Les cycles du sommeil sont perturbés, notamment en raison de réveils nocturnes fréquents. Sans surprise, les lendemains de fête sont rarement agréables, ce qui confirme les méfaits de l’alcool sur l’endormissement. Au réveil, on se sent lourd, fatigué, et nos sens sont émoussés.

D’après le réseau morphée :

  • L’alcool favorise les apnées du sommeil, augmentant le risque de 25 %.
  • Il perturbe notre horloge biologique, ce qui entraîne souvent des siestes diurnes et aggrave les insomnies nocturnes.

Son impact direct sur le cerveau

Pourquoi l’alcool mène-t-il souvent à l’addiction ?

L’alcool active des circuits neuronaux spécifiques, appelés « circuits de la récompense ». Ceux-ci génèrent des sensations de plaisir et d’euphorie, en stimulant la production de dopamine (l’hormone associée au bien-être, à la confiance et à l’énergie).

Ces « effets positifs » constituent un piège : ils incitent à consommer à nouveau de l’alcool pour prolonger ces sensations agréables.

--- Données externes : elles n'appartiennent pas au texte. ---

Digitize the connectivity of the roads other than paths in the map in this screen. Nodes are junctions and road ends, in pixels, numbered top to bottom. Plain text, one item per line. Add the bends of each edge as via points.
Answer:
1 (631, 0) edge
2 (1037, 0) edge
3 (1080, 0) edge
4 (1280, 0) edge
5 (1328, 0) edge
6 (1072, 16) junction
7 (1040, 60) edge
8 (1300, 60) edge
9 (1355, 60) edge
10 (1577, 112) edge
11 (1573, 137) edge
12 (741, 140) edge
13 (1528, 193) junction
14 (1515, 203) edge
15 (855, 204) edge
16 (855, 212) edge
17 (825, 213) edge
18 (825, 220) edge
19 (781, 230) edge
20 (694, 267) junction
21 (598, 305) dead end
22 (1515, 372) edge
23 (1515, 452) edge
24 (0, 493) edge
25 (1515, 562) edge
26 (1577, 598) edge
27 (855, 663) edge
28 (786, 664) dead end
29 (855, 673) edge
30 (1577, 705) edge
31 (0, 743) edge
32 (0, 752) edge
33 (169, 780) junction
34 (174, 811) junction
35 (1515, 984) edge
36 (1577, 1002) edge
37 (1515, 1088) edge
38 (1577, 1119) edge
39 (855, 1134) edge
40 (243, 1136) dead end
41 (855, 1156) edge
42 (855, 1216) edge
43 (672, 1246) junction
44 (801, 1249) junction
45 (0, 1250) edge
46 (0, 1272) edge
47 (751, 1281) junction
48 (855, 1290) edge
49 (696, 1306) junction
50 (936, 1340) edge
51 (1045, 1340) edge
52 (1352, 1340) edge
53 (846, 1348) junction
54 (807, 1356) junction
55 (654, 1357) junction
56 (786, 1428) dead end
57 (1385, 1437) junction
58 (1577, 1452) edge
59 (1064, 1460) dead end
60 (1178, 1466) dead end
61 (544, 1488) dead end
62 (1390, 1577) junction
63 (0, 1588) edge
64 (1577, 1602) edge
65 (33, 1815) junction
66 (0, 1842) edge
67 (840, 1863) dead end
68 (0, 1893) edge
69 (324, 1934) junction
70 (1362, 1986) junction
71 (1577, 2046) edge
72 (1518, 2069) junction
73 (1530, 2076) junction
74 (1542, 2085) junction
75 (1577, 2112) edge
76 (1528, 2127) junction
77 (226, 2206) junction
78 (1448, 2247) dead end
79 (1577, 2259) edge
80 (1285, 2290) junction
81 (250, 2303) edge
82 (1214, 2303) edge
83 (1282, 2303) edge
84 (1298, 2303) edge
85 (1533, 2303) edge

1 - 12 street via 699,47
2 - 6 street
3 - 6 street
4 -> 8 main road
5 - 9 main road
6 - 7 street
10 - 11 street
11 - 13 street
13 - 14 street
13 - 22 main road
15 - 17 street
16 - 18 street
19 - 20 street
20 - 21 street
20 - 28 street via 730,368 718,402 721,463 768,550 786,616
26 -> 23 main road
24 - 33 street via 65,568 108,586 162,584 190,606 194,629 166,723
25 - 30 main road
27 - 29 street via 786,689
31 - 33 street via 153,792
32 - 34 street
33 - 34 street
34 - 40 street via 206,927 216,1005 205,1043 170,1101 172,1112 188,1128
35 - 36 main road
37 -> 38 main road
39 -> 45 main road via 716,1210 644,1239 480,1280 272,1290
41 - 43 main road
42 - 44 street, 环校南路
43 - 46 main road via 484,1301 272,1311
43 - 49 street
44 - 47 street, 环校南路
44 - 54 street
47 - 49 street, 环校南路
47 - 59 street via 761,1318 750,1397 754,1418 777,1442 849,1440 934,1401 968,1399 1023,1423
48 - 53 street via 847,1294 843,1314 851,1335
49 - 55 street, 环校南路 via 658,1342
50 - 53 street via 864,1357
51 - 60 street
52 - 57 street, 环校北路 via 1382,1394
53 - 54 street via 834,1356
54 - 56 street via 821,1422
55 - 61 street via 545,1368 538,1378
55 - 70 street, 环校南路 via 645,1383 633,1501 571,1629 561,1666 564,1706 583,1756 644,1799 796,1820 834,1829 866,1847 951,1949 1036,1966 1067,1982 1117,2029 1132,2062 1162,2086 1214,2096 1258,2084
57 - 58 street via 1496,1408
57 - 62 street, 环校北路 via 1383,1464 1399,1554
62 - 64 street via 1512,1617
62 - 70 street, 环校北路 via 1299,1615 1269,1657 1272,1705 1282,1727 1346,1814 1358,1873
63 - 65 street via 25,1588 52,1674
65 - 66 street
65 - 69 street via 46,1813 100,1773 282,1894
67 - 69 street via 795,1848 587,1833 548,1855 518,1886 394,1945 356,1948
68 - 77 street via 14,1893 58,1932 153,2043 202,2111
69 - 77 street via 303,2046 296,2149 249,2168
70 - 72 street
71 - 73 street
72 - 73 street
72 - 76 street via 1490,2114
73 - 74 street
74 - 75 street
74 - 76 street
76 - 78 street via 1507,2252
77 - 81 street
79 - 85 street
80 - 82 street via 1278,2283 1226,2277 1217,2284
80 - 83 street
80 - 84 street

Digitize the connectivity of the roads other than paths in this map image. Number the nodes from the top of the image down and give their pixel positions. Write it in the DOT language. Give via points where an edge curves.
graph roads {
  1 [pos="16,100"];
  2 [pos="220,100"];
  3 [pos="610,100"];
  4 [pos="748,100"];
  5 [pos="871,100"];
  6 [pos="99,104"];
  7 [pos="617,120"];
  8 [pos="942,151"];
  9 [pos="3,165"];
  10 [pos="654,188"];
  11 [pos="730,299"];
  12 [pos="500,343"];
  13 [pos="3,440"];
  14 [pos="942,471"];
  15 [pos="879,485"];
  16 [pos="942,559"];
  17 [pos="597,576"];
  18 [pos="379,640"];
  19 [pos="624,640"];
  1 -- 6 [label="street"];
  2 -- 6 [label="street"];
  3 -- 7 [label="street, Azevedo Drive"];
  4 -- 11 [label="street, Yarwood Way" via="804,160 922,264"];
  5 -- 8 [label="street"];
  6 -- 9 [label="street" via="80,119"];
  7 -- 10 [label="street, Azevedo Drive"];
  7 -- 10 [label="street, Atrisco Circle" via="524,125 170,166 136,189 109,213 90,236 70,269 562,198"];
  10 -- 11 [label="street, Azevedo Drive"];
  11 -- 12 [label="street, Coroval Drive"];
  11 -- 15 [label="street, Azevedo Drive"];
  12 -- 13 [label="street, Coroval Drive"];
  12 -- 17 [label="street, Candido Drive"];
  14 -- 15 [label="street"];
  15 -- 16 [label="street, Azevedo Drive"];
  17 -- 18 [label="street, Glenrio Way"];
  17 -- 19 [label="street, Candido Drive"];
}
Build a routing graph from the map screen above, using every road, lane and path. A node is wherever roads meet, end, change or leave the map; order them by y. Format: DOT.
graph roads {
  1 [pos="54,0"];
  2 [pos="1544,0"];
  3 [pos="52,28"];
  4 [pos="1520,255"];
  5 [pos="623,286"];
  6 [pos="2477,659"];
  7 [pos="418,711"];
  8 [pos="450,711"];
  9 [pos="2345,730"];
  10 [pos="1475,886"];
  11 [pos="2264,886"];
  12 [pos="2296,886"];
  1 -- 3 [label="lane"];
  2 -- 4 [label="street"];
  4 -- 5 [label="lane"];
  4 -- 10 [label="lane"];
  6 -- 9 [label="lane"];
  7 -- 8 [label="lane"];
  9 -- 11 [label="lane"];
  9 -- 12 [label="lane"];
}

Pour mieux comprendre le processus cérébral en jeu, voici ce qui se passe :

  1. Lorsqu’une personne boit un verre d’alcool, l’aire tegmentale ventrale (ATV, une région du cerveau) enregistre le niveau de satisfaction ressenti.
  2. L’ATV transmet cette information au noyau accumbens via des neurotransmetteurs, notamment la dopamine (« hormone du plaisir »).
  3. Comme l’alcool est une substance psychoactive, la dopamine est libérée en grande quantité, procurant une sensation de bien-être.
  4. Le cerveau mémorise cette sensation et finit par l’anticiper, libérant de la dopamine même en l’absence de consommation. On entre alors dans un cercle vicieux : le manque et l’accoutumance poussent à une surconsommation, tant en quantité qu’en fréquence.

À noter : plus de 50 % des personnes alcoolo-dépendantes présentent des troubles cognitifs :

  • Mémoire : une consommation excessive d’alcool affecte l’hippocampe, centre de la production de nouveaux neurones, de la mémorisation et de l’apprentissage.
  • Mouvements : ces troubles proviennent de l’action de l’alcool sur le cervelet, qui gère la coordination motrice.

Une forte dose d’alcool peut aussi anesthésier la moelle épinière, qui relie le cerveau aux organes vitaux. Dans les cas extrêmes, cela peut entraîner un coma, voire le décès, l’individu n’étant plus capable d’assurer ses fonctions vitales automatiques.

L’alcool peut également provoquer des maladies, comme :

  • Des atteintes cérébrales liées à des carences en vitamines, telles que le syndrome de Korsakoff (troubles de la mémoire, perte de repères, fabulation, troubles mentaux et comportementaux) ;
  • Une polynévrite alcoolique (inflammation des nerfs).

Enfin, une consommation excessive d’alcool peut entraîner des troubles psychiques, comme l’anxiété ou la dépression.